Крутые глыбы скал, отвесные стены, почти вертикально упирающиеся в море; у подножия бездны — черный песок с обломками горной породы, показавшейся мне остатками вулканических извержений, за песком виднеются входы в пещеры, врезавшиеся в утесы, measureless to man. [131] Пенные брызги напоминают гирлянды, написанные белилами на голубой бумаге. На западе стоит еще гора, похожая на ту, где стоял я, только с красными ранами песчаника, нанесенными зеленой плоти горы огромным хищником. Между двумя этими горами находилась расселина, куда я не отваживался заглянуть. А чайки с криком опускались в нее и снова взвивались в небо. Ветер на свой лад дул мне в уши так, что я понял, почему Колридж в тот вечер оставил шляпу в пабе.

131

Стремясь в людской удел (англ.).

Меня совсем не удивляло, что это место так возбуждало фантазию местных жителей. После обеда старый житель Линтона рассказал мне о том, что странная дыра в горной породе была названа «Белой леди»: ее контуры напоминали фигуру женщины в шляпе, если смотреть на нее с определенного места. И именно то место когда-то являлось языческим местом жертвоприношений.

— Каждую осень, — сказал старик тоном ведущего серии кошмарных новелл, — там, наверху, проливается кровь короля.

Колридж однажды пожаловался Хэзлитту на то, что Вордсворт воспринимает все истории про духов этой местности, как мистификацию. Вордсворта такие вещи абсолютно не вдохновляли, и поэтому его стихам присущи некая скованность и сухая передача фактов. Но, находясь в самом центре таких огромных обломков, на самом деле очень трудно не поверить в существование духов.

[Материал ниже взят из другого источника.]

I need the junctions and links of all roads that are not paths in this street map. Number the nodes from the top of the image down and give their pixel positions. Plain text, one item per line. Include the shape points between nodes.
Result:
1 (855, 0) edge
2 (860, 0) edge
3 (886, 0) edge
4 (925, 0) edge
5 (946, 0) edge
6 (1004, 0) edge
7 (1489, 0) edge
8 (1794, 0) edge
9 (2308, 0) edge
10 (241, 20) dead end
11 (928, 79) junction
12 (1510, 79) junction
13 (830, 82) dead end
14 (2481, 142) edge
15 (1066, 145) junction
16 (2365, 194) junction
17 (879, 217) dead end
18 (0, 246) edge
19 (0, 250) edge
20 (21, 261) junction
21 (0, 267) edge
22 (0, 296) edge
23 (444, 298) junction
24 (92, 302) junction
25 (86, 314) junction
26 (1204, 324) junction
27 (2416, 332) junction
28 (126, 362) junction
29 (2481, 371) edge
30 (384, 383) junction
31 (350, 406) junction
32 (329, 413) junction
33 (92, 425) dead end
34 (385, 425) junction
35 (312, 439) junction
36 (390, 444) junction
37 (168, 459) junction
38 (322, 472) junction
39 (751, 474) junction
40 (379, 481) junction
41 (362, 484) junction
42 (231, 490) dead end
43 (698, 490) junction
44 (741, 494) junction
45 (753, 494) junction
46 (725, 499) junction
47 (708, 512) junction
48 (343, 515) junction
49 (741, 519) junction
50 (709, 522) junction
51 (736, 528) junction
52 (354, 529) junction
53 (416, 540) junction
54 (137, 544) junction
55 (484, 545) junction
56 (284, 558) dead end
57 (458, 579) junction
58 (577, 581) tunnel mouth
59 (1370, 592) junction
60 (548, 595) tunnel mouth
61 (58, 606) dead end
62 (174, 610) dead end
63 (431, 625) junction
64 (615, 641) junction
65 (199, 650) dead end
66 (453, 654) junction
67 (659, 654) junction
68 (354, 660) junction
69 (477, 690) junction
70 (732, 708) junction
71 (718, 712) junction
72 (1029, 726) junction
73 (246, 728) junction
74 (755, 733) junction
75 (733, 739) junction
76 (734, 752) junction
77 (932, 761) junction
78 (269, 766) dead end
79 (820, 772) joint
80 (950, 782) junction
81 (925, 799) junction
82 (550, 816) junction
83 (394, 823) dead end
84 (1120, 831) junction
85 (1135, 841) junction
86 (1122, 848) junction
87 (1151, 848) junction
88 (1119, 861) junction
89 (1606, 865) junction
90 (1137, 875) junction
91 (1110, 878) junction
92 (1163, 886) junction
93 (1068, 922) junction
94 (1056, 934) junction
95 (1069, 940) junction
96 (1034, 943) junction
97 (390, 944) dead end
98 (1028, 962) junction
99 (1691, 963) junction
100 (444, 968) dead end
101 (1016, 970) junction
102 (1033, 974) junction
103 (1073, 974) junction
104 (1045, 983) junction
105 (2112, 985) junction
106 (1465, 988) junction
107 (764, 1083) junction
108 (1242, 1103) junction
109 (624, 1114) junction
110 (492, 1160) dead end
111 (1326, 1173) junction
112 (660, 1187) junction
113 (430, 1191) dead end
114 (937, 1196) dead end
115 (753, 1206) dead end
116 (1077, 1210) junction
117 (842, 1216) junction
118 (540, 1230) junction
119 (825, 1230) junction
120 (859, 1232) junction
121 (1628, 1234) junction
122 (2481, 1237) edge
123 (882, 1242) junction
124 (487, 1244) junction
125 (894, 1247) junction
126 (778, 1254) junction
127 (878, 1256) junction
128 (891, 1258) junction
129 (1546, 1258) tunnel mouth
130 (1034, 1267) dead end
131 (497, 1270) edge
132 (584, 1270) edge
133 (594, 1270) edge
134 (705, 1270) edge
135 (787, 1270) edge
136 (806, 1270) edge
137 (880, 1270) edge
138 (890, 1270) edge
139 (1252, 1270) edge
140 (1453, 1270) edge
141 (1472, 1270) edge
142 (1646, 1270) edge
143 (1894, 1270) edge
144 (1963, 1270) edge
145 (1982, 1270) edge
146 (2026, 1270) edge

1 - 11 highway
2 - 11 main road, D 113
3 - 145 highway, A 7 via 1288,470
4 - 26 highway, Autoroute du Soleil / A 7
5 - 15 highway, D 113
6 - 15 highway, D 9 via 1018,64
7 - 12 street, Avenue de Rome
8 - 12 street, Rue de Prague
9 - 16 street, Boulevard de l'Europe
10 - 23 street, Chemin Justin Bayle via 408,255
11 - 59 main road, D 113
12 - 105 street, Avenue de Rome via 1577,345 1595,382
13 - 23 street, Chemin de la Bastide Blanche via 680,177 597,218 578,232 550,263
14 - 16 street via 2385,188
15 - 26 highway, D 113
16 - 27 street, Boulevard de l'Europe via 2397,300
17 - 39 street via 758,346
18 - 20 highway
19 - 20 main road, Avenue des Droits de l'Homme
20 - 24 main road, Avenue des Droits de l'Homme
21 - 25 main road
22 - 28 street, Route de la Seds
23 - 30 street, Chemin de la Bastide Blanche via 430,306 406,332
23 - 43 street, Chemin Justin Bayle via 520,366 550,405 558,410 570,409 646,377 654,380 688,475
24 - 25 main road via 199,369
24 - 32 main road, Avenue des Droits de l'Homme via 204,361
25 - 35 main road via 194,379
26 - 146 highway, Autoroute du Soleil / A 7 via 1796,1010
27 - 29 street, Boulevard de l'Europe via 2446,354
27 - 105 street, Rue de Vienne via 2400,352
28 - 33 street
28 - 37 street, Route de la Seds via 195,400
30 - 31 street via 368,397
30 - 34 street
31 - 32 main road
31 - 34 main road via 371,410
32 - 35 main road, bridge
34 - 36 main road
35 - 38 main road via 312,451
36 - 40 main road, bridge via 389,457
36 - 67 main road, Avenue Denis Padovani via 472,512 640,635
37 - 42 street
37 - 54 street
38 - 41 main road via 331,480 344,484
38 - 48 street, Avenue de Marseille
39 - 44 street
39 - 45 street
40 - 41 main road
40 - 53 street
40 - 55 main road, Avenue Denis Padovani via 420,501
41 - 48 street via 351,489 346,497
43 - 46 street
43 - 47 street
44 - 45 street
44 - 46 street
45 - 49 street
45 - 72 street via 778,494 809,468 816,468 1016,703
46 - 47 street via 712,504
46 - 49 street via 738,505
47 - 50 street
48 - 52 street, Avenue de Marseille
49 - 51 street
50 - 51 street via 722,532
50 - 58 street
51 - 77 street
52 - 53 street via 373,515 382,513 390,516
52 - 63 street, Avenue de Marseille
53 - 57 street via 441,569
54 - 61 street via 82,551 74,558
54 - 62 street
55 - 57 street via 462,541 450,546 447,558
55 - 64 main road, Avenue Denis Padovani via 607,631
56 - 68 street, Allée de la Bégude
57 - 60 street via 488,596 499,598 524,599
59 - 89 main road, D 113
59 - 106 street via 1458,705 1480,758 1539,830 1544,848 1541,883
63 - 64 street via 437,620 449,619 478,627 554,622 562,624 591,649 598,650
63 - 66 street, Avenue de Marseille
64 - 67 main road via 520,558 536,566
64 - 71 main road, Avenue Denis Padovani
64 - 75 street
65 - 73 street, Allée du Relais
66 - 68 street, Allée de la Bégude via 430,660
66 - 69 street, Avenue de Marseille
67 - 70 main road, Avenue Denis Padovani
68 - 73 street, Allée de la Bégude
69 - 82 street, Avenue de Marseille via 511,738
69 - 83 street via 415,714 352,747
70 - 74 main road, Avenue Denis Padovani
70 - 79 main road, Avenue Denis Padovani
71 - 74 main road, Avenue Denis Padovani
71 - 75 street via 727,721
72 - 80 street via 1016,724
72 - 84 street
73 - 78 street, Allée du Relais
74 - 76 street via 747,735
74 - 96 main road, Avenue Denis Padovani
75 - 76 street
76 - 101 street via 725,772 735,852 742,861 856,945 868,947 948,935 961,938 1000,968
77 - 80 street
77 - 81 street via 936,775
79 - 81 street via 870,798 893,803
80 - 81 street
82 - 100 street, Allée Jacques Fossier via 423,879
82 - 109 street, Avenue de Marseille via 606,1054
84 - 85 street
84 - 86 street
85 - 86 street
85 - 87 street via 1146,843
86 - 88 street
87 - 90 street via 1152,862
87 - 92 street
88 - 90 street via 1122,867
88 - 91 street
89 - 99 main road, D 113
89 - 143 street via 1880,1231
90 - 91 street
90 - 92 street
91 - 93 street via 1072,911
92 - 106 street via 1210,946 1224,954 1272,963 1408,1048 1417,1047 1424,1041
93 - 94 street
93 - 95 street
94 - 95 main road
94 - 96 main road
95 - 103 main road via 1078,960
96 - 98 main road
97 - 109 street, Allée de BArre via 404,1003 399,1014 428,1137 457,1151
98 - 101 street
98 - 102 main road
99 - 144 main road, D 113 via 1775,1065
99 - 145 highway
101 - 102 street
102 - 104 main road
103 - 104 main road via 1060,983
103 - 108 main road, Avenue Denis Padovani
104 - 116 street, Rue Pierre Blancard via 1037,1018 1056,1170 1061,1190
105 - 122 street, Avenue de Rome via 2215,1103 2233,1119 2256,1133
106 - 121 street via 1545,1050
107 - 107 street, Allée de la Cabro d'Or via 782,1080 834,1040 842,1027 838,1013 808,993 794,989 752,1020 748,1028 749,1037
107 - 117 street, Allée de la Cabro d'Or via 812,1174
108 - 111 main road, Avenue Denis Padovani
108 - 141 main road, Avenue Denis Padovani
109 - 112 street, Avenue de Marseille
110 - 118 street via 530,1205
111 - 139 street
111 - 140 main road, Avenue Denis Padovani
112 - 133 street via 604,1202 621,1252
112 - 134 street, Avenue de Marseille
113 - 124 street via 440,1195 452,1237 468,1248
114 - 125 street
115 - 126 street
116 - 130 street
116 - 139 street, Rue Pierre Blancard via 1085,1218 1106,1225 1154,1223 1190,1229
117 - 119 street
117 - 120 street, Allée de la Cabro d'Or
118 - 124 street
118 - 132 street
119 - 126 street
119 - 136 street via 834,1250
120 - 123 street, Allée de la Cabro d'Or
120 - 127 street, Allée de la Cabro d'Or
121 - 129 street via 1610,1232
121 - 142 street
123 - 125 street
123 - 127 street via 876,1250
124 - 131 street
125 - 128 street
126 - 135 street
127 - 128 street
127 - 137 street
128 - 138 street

В одном из своих произведений Колридж переносит место действия в долину гор. Но сначала он все же снимает кожу с пейзажа, оставляя всего лишь скалы, песок и бездну. «The Wanderings of Cain» [132] — так называется часть уцелевшей прозы, чьи зрительные образы навеяли поэту тайны его детства и юности. Здесь он напоминает мне ствол, обвитый виноградными листьями, посаженный самим Дионисом среди скал, вокруг которого его слуги танцуют танец воспоминаний.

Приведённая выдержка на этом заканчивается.